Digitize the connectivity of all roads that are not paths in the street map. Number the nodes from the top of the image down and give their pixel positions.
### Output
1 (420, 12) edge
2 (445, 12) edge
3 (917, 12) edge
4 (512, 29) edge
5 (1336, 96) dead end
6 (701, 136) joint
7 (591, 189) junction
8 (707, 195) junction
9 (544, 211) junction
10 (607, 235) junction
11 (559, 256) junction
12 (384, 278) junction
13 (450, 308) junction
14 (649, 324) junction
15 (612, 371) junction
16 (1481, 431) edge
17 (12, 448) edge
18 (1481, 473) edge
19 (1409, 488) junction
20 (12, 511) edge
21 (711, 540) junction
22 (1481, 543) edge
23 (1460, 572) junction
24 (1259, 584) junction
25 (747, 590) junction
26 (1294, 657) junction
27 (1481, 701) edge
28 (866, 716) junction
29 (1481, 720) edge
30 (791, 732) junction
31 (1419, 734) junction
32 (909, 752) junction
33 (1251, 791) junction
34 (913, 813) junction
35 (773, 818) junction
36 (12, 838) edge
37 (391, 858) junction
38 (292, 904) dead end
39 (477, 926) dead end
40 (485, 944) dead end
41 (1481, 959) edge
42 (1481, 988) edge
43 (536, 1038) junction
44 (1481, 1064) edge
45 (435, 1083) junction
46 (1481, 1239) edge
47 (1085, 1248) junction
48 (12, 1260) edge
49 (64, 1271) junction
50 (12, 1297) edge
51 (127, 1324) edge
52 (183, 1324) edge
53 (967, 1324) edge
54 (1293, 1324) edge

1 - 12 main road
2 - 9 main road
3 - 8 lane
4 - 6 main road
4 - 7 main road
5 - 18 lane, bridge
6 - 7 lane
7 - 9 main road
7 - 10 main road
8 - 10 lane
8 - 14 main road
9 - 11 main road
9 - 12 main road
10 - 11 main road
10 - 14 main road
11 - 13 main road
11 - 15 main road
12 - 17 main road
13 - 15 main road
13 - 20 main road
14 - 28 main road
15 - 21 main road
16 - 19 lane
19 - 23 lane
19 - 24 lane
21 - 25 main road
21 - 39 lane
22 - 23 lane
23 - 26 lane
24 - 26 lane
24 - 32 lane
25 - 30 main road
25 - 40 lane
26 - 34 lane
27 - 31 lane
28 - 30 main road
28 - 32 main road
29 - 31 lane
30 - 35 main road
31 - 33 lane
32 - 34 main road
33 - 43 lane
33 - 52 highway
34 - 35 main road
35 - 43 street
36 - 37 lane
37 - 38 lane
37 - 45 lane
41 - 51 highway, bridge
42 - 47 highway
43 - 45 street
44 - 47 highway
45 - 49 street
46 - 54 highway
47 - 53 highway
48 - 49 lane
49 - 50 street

★ ★ ★

Down to the final line, the data above must be copied exactly.

# TASK RESULT
Digitize the connectivity of all roads that are not paths in the street map. Number the nodes from the top of the image down and give their pixel positions.
### Output
1 (420, 12) edge
2 (445, 12) edge
3 (917, 12) edge
4 (512, 29) edge
5 (1336, 96) dead end
6 (701, 136) joint
7 (591, 189) junction
8 (707, 195) junction
9 (544, 211) junction
10 (607, 235) junction
11 (559, 256) junction
12 (384, 278) junction
13 (450, 308) junction
14 (649, 324) junction
15 (612, 371) junction
16 (1481, 431) edge
17 (12, 448) edge
18 (1481, 473) edge
19 (1409, 488) junction
20 (12, 511) edge
21 (711, 540) junction
22 (1481, 543) edge
23 (1460, 572) junction
24 (1259, 584) junction
25 (747, 590) junction
26 (1294, 657) junction
27 (1481, 701) edge
28 (866, 716) junction
29 (1481, 720) edge
30 (791, 732) junction
31 (1419, 734) junction
32 (909, 752) junction
33 (1251, 791) junction
34 (913, 813) junction
35 (773, 818) junction
36 (12, 838) edge
37 (391, 858) junction
38 (292, 904) dead end
39 (477, 926) dead end
40 (485, 944) dead end
41 (1481, 959) edge
42 (1481, 988) edge
43 (536, 1038) junction
44 (1481, 1064) edge
45 (435, 1083) junction
46 (1481, 1239) edge
47 (1085, 1248) junction
48 (12, 1260) edge
49 (64, 1271) junction
50 (12, 1297) edge
51 (127, 1324) edge
52 (183, 1324) edge
53 (967, 1324) edge
54 (1293, 1324) edge

1 - 12 main road
2 - 9 main road
3 - 8 lane
4 - 6 main road
4 - 7 main road
5 - 18 lane, bridge
6 - 7 lane
7 - 9 main road
7 - 10 main road
8 - 10 lane
8 - 14 main road
9 - 11 main road
9 - 12 main road
10 - 11 main road
10 - 14 main road
11 - 13 main road
11 - 15 main road
12 - 17 main road
13 - 15 main road
13 - 20 main road
14 - 28 main road
15 - 21 main road
16 - 19 lane
19 - 23 lane
19 - 24 lane
21 - 25 main road
21 - 39 lane
22 - 23 lane
23 - 26 lane
24 - 26 lane
24 - 32 lane
25 - 30 main road
25 - 40 lane
26 - 34 lane
27 - 31 lane
28 - 30 main road
28 - 32 main road
29 - 31 lane
30 - 35 main road
31 - 33 lane
32 - 34 main road
33 - 43 lane
33 - 52 highway
34 - 35 main road
35 - 43 street
36 - 37 lane
37 - 38 lane
37 - 45 lane
41 - 51 highway, bridge
42 - 47 highway
43 - 45 street
44 - 47 highway
45 - 49 street
46 - 54 highway
47 - 53 highway
48 - 49 lane
49 - 50 street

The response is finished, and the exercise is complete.